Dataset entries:
______________________________

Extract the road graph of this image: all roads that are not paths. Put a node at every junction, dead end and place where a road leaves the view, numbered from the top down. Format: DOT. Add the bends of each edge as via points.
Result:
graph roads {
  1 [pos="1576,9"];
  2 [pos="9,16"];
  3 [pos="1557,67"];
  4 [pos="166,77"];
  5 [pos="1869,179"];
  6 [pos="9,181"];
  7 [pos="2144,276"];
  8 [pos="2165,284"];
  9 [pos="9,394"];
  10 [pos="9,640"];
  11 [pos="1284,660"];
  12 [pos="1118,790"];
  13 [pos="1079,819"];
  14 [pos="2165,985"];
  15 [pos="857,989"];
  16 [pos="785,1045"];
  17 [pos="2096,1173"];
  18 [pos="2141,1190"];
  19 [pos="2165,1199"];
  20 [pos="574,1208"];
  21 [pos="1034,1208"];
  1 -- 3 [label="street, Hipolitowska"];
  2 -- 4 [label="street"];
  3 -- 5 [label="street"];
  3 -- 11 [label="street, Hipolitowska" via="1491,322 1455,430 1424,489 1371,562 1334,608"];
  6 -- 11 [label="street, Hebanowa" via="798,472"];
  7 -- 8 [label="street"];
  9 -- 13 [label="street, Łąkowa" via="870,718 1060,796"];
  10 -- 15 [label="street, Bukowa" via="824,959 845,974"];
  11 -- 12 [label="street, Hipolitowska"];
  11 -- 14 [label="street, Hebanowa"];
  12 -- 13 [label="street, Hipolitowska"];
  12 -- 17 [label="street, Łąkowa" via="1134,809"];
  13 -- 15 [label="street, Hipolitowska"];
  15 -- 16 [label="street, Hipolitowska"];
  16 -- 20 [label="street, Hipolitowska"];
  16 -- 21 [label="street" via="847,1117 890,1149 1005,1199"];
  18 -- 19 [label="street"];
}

______________________________

ASSIGNMENT |
Set down all of the data above, word for word.

SOLUTION TO THIS EXERCISE |
Extract the road graph of this image: all roads that are not paths. Put a node at every junction, dead end and place where a road leaves the view, numbered from the top down. Format: DOT. Add the bends of each edge as via points.
Result:
graph roads {
  1 [pos="1576,9"];
  2 [pos="9,16"];
  3 [pos="1557,67"];
  4 [pos="166,77"];
  5 [pos="1869,179"];
  6 [pos="9,181"];
  7 [pos="2144,276"];
  8 [pos="2165,284"];
  9 [pos="9,394"];
  10 [pos="9,640"];
  11 [pos="1284,660"];
  12 [pos="1118,790"];
  13 [pos="1079,819"];
  14 [pos="2165,985"];
  15 [pos="857,989"];
  16 [pos="785,1045"];
  17 [pos="2096,1173"];
  18 [pos="2141,1190"];
  19 [pos="2165,1199"];
  20 [pos="574,1208"];
  21 [pos="1034,1208"];
  1 -- 3 [label="street, Hipolitowska"];
  2 -- 4 [label="street"];
  3 -- 5 [label="street"];
  3 -- 11 [label="street, Hipolitowska" via="1491,322 1455,430 1424,489 1371,562 1334,608"];
  6 -- 11 [label="street, Hebanowa" via="798,472"];
  7 -- 8 [label="street"];
  9 -- 13 [label="street, Łąkowa" via="870,718 1060,796"];
  10 -- 15 [label="street, Bukowa" via="824,959 845,974"];
  11 -- 12 [label="street, Hipolitowska"];
  11 -- 14 [label="street, Hebanowa"];
  12 -- 13 [label="street, Hipolitowska"];
  12 -- 17 [label="street, Łąkowa" via="1134,809"];
  13 -- 15 [label="street, Hipolitowska"];
  15 -- 16 [label="street, Hipolitowska"];
  16 -- 20 [label="street, Hipolitowska"];
  16 -- 21 [label="street" via="847,1117 890,1149 1005,1199"];
  18 -- 19 [label="street"];
}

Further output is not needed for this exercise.